Magdeburg (dpa/sa) - Eine Unterschriftenaktion zur Sicherung der Schulsozialarbeit in Sachsen-Anhalt bekommt nach Angaben der Organisatoren viel Zustimmung. "Da ist eine ganze Menge in Bewegung", sagte Manuela Knabe-Ostheeren von der Liga der Freien Wohlfahrtspflege der Deutschen Presse-Agentur. Es gebe viel Zuspruch von Aktionsgruppen vor Ort. Mehrere Bürgermeister und Unternehmen hätten ihre Unterstützung signalisiert. Wie viele Unterschriften bereits zusammen gekommen seien, lasse sich schwer sagen, da überall im Land gesammelt werde. Mitte April soll zusammengezählt werden.

Im Januar hatte ein Bündnis, zu dem auch die Bildungsgewerkschaft GEW, Landeseltern- und Landesschülerrat sowie die deutsche Kinder- und Jugendstiftung gehören, die Aktion gestartet. 100 000 Unterschriften wurden als Ziel ausgegeben. Das Bündnis kritisiert, dass Bildungsminister Marco Tullner (CDU) zwar ein Bekenntnis zur Schulsozialarbeit abgegeben habe, aber noch keine konkreten Taten habe folgen lassen.
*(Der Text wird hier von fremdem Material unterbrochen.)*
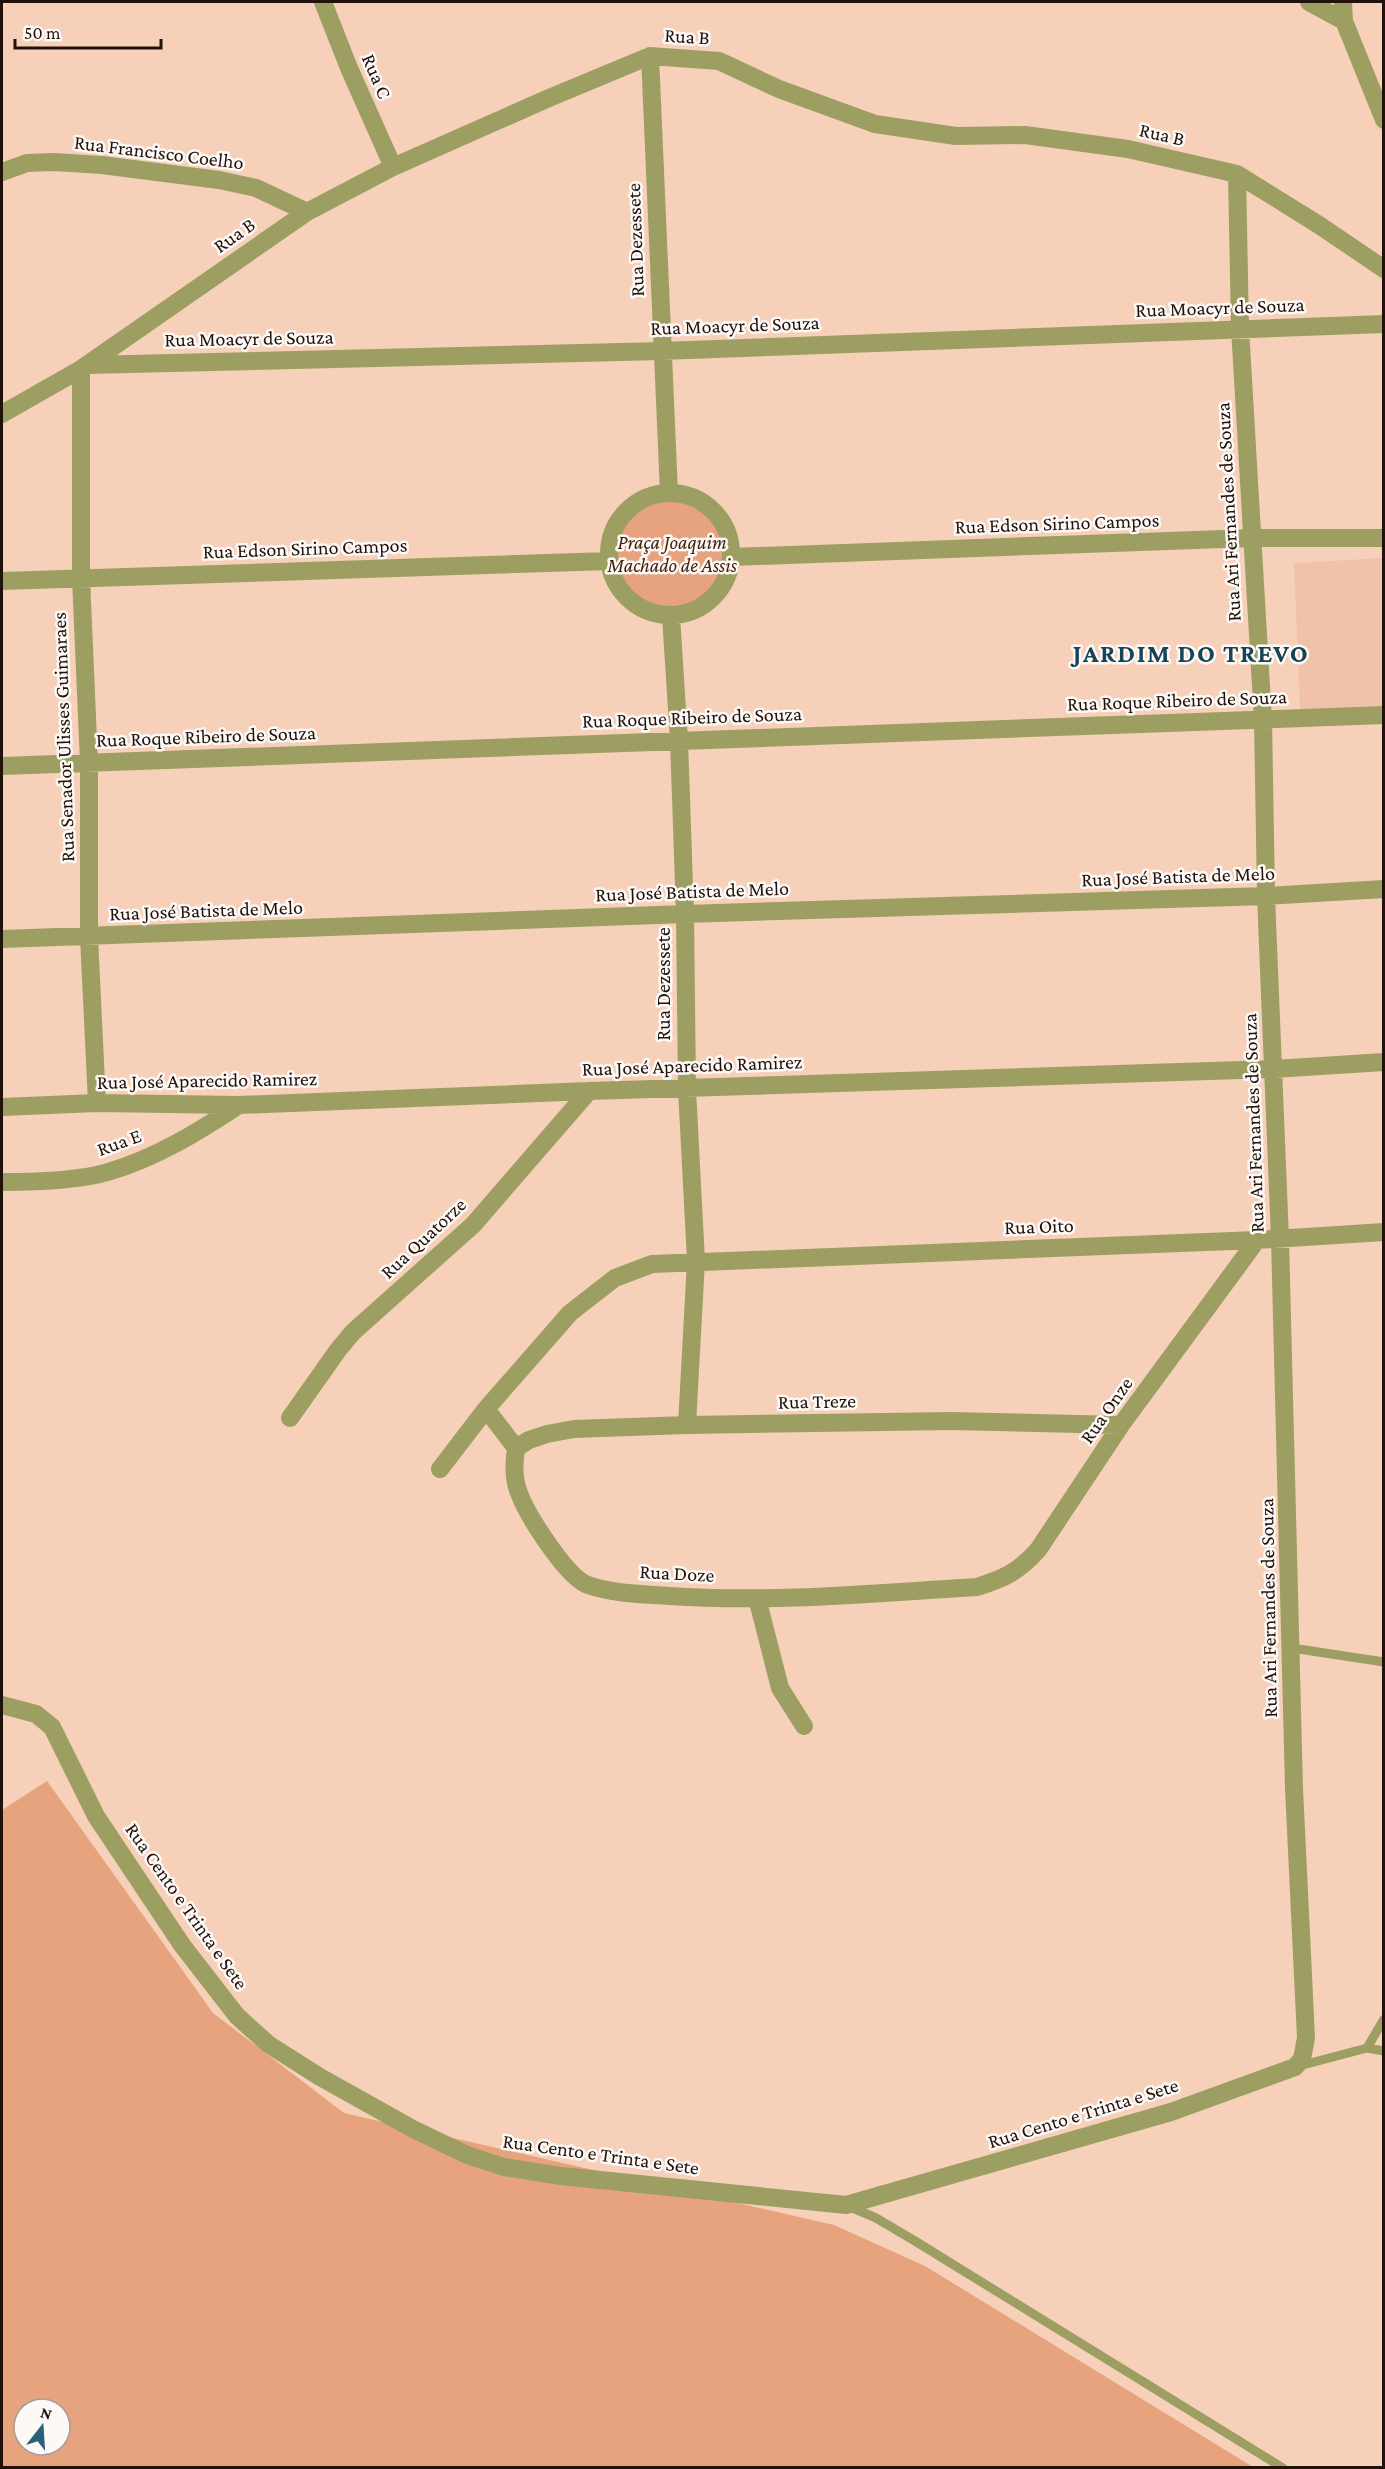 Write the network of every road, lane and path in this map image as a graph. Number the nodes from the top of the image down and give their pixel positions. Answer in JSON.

Derzeit arbeiten rund 380 Sozialarbeiter an etwa 350 Schulen im Land. Sie stellen eine Verbindung zwischen Schule und Jugendhilfe dar. Unabhängig von den Lehrern sollen sie Kinder und Jugendliche bei Problemen wie Mobbing oder Sorgen in der Familie helfen. Ein Großteil der Stellen wird über ein EU-Projekt finanziert, das Mitte 2020 ausläuft. Der Landtag hat für den Doppelhaushalt 2020/21 33 Millionen Euro für die Fortführung des Programms reserviert. Allerdings sind nach Angaben des Bildungsministeriums mindestens 28 Millionen Euro jährlich nötig - Preissteigerungen nicht inbegriffen.

Tullner will im Verlauf des Jahres ein Konzept mit allen Rahmenbedingungen vorlegen. Landesregierung und Koalitionsfraktionen seien sich einig, dass Schulsozialarbeit auch in Zukunft enorm wichtig ist, hatte Tullner immer wieder betont. Ein Ministeriumssprecher sagte, das Konzept sei in Arbeit. Die Umsetzung hängt davon ab, wie viel Geld im Haushalt zur Verfügung steht.

Dem Bündnis geht es allerdings nicht nur um die Sicherung des Status quo. Es fordert, dass künftig jede Schule einen Sozialarbeiter beschäftigen kann. Das würde eine Verdoppelung der Stellen auf rund 800 bedeuten - und entsprechende Kosten nach sich ziehen. Das Bildungsministerium geht in diesem Fall von etwa 60 Millionen Euro aus, die pro Jahr im Haushalt eingeplant werden müssten.